Permissionless Systems. Bitcoin [12] radically departed from the established model and became the first permissionless blockchain. In the Bitcoin system, there is no fixed committee; instead, everybody can participate. Bitcoin achieves this by using proof-of-work. Proof-of-work is a randomized process tying computational power and spent energy to the system’s security, while also requiring synchronous communication. However, Bitcoin’s form of consensus hardly satisfies the traditional consensus definition. Instead of terminating at any point, the extent to which the consensus is ensured raises over time, approaching but never reaching certainty. More precisely, in Bitcoin transactions are never finalized, and can be reverted with ever decreasing probability.

Similar to Bitcoin, Cascade allows permissionless participation. In contrast to Bitcoin, Cascade does not rely on proof-of-work or randomization, features parallelizability and finality, and works under full asynchrony.

To address the problems associated with proof-of-work, proof-of-stake has been suggested, first in a discussion on an online forum [13]. Proof-of-stake blockchains are managed by participants holding a divisible and transferable digital resource, as opposed to holding hardware and spending energy. Academic works proposing proof-of-stake systems include designs such as Ouroboros [8] or Algorand [4]. Proof-of-stake blockchains solve consensus and thus do not parallelize without compromises. The reliance on synchronous communication and randomization in proof-of-stake are potential security risks. Despite avoiding these pitfalls, Cascade is also simpler.

DAG Blockchains. To increase the relatively modest throughput of Bitcoin, some proof-of-work protocols employ directed acyclic graphs in the place of Bitcoin’s single chain. SPECTRE [15] is likely the closest relative of Cascade among such protocols, as it relaxes consensus similarly to Cascade. However, the similarities are largely superficial, as SPECTRE remains a proof-of-work protocol, employs different techniques, and does not share the other of Cascade’s advantages. SPECTRE improves many aspects of Bitcoin, but with respect to the harsh criteria of Table 1, SPECTRE can only earn a tick at permissionless.

ABC. We have been working on the idea of building a consensusfree permissionless DAG blockchain for a few years already.
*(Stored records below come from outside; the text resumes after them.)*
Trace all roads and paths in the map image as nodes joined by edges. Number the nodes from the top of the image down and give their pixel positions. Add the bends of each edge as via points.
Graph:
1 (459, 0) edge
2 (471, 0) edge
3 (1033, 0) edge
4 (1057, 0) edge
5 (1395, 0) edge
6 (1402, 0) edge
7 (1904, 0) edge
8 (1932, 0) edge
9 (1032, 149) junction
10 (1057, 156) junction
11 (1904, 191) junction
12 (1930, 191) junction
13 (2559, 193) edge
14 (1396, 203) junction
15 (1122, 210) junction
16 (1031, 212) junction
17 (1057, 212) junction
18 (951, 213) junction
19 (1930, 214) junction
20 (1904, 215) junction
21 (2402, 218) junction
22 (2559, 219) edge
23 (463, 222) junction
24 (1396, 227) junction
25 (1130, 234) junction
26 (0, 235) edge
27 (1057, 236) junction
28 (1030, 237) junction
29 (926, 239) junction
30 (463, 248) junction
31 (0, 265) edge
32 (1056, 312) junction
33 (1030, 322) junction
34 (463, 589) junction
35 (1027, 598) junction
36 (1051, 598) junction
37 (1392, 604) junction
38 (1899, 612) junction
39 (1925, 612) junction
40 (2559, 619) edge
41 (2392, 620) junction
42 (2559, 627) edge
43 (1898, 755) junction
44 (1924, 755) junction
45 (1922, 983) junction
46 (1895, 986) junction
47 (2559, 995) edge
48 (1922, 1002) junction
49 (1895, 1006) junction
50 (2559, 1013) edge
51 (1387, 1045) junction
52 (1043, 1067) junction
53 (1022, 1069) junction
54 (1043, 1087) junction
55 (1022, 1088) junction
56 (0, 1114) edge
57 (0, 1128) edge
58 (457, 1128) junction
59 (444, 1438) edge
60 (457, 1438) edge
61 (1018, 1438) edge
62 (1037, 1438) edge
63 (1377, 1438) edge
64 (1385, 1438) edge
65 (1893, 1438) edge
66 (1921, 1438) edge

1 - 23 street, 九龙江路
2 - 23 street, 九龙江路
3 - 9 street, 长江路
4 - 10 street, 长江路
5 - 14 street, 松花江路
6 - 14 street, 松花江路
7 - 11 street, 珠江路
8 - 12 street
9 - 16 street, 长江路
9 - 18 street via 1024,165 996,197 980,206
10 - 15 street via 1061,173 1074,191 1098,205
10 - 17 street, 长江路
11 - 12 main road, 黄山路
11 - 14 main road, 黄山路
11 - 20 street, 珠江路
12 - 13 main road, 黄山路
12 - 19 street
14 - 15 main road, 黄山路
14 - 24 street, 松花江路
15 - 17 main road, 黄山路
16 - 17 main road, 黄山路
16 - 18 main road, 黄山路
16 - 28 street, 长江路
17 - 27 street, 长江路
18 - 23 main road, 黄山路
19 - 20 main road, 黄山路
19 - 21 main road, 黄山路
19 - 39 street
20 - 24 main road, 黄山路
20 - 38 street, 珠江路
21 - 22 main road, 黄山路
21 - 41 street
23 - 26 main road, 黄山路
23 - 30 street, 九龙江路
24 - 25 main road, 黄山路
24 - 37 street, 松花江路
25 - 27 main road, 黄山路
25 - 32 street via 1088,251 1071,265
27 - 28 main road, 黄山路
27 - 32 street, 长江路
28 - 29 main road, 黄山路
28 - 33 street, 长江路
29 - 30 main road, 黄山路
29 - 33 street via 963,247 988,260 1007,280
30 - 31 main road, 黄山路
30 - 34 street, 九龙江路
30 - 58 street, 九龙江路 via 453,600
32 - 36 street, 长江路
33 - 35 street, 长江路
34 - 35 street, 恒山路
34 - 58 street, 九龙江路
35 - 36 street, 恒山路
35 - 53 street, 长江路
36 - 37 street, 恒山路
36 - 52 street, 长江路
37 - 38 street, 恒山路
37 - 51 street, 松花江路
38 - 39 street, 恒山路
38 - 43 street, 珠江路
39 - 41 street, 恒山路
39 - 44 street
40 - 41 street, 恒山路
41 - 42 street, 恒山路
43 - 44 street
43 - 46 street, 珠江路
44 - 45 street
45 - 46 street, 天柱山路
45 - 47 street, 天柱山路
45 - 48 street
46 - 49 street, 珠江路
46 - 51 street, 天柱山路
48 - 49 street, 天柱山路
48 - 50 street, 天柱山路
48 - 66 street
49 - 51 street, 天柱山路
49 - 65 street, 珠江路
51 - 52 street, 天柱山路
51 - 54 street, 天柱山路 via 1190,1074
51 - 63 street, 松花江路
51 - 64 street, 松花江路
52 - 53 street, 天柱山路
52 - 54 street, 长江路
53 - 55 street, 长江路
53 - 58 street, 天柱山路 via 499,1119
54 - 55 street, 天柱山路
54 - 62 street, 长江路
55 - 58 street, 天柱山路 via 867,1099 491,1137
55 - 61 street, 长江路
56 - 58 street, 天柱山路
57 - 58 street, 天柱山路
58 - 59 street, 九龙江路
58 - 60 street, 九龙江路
A predecessor of this work [14] discusses related topics not developed here due to space constraints, such as pruning the transaction DAG, fees and money creation.

7 Conclusions

In this paper we presented Cascade, a permissionless and parallelizable block-chain protocol. Cascade provides the functionality of a cryptocurrency without consensus, without proof-of-work, without requiring synchronous communication, without relying on randomness. The protocol is scalable and exhibits finality. The design of Cascade is arguably the simplest possible design for a variety of blockchain applications.

Cascade provides an advantageous solution for applications like cryptocurrencies, where honest participants do not generate conflicting status updates. Supporting general smart contracts would require performing consensus some of the time. Adding this functionality would check the last box in Table 1.